Pesach, Yom Ha'atzmaut Have Cows on the Run
During an average month, Israelis eat 1.7 kilograms (a bit less than four pounds) of meat. But that number jumps during the five weeks between the beginning of Passover and Lag Ba'omer; during that period, beef and lamb consumption jump to 2.3 kilos (over seven pounds) per Israeli on average.
The reason? Besides the festive meals on Passover, which in most years includes 2 full holiday (Yom Tov) days and a Shabbat - plus intermediate days during which families are on vacation and there is much barbecuing, - that period includes Yom Ha'atzmaut, when “al ha'esh” - the Israeli version of barbecue – is a near-universal custom, even among national religious and many hareidi Israelis, some of whom shun the concerts and dances that many Israelis attend on the night of Yom Ha'atzmaut.
In an average month, Israelis will consume a total of about 9,500 tons of meat, but during the holiday period, that number jumps to 15 thousand tons. Officials of the Agriculture Ministry say that the average Israeli eats 18 kilos of beef and lamb (mostly beef) a year.

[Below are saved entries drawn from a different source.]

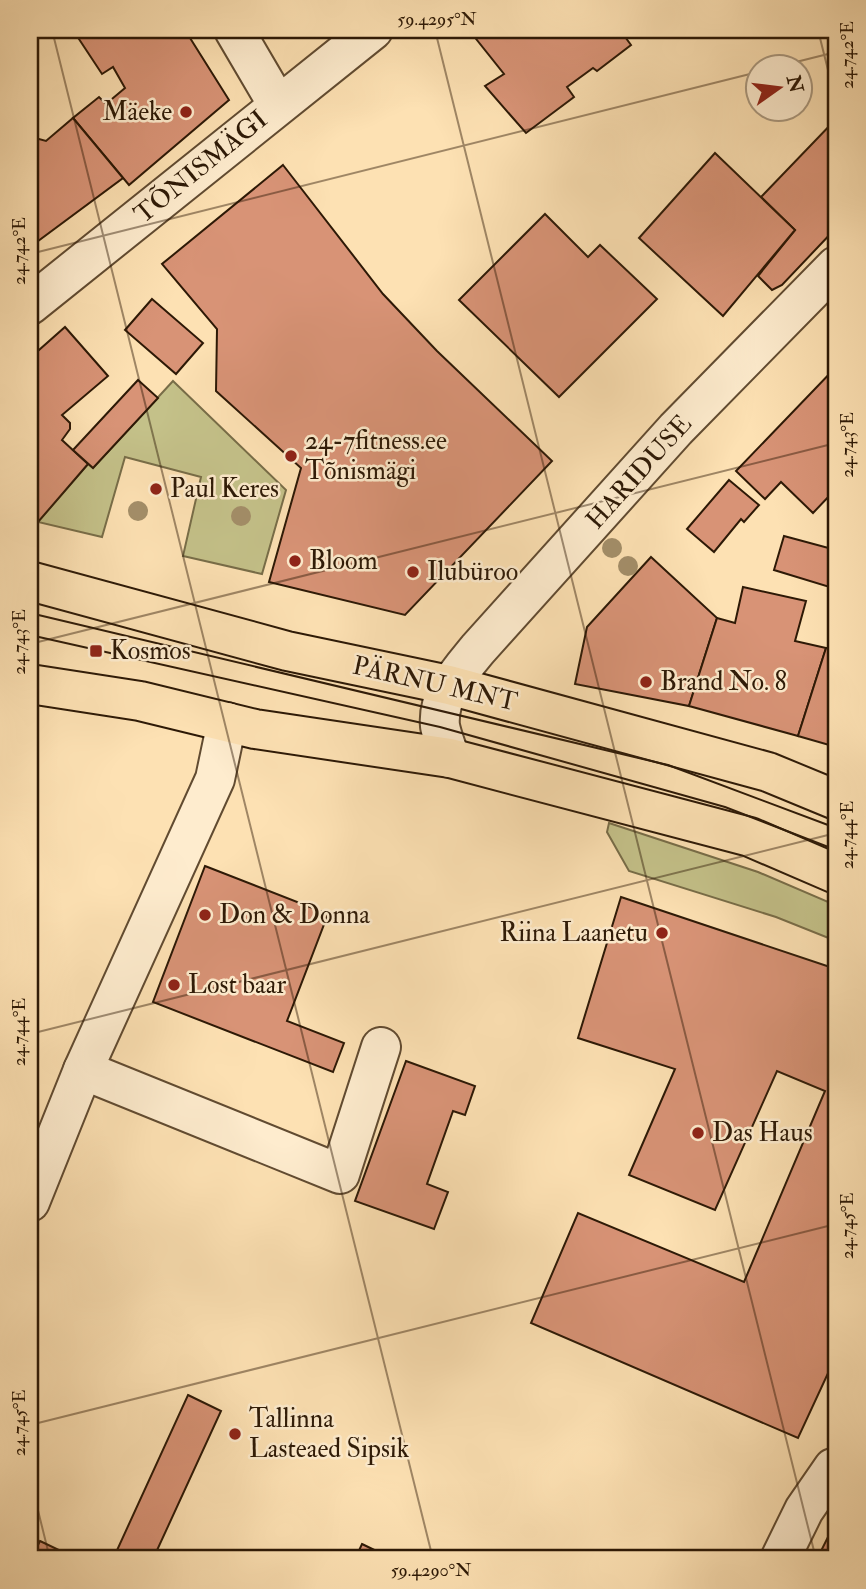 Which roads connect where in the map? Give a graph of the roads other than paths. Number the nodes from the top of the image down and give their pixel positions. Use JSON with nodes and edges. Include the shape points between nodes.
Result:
{"nodes":[{"id":1,"x":234,"y":30,"type":"edge"},
{"id":2,"x":373,"y":30,"type":"edge"},
{"id":3,"x":278,"y":105,"type":"junction"},
{"id":4,"x":836,"y":266,"type":"edge"},
{"id":5,"x":30,"y":305,"type":"edge"},
{"id":6,"x":30,"y":581,"type":"edge"},
{"id":7,"x":30,"y":684,"type":"edge"},
{"id":8,"x":449,"y":685,"type":"junction"},
{"id":9,"x":227,"y":722,"type":"junction"},
{"id":10,"x":450,"y":758,"type":"junction"},
{"id":11,"x":836,"y":800,"type":"edge"},
{"id":12,"x":836,"y":874,"type":"edge"},
{"id":13,"x":382,"y":1047,"type":"dead end"},
{"id":14,"x":83,"y":1070,"type":"junction"},
{"id":15,"x":30,"y":1202,"type":"edge"},
{"id":16,"x":836,"y":1467,"type":"edge"},
{"id":17,"x":780,"y":1559,"type":"edge"}],
"edges":[{"from":1,"to":3,"type":"street"},
{"from":2,"to":3,"type":"street","name":"TÕNISMÄGI"},
{"from":3,"to":5,"type":"street","name":"TÕNISMÄGI"},
{"from":4,"to":8,"type":"street","name":"HARIDUSE","via":[[676,429]]},
{"from":6,"to":8,"type":"main road","name":"PÄRNU MNT","via":[[287,651]]},
{"from":7,"to":9,"type":"main road","via":[[140,701]]},
{"from":8,"to":10,"type":"street","via":[[440,727]]},
{"from":8,"to":11,"type":"main road","name":"PÄRNU MNT","via":[[768,772]]},
{"from":9,"to":10,"type":"main road"},
{"from":9,"to":14,"type":"street","via":[[215,779]]},
{"from":10,"to":12,"type":"main road","via":[[750,837]]},
{"from":13,"to":14,"type":"street","via":[[340,1174]]},
{"from":14,"to":15,"type":"street"},
{"from":16,"to":17,"type":"street","via":[[804,1510]]}]}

Traditionally, most meat in Israel has been imported frozen from South America, but in recent years Israelis have preferred fresh, home-grown beef, and today about 56% of meat sold is fresh. Because of the demand for fresh cuts of meat suitable for the grill, the price of cuts like entrecote and deveined sirloin has risen significantly. However, the price of cuts suitable for oven or stovetop cooking has actually fallen.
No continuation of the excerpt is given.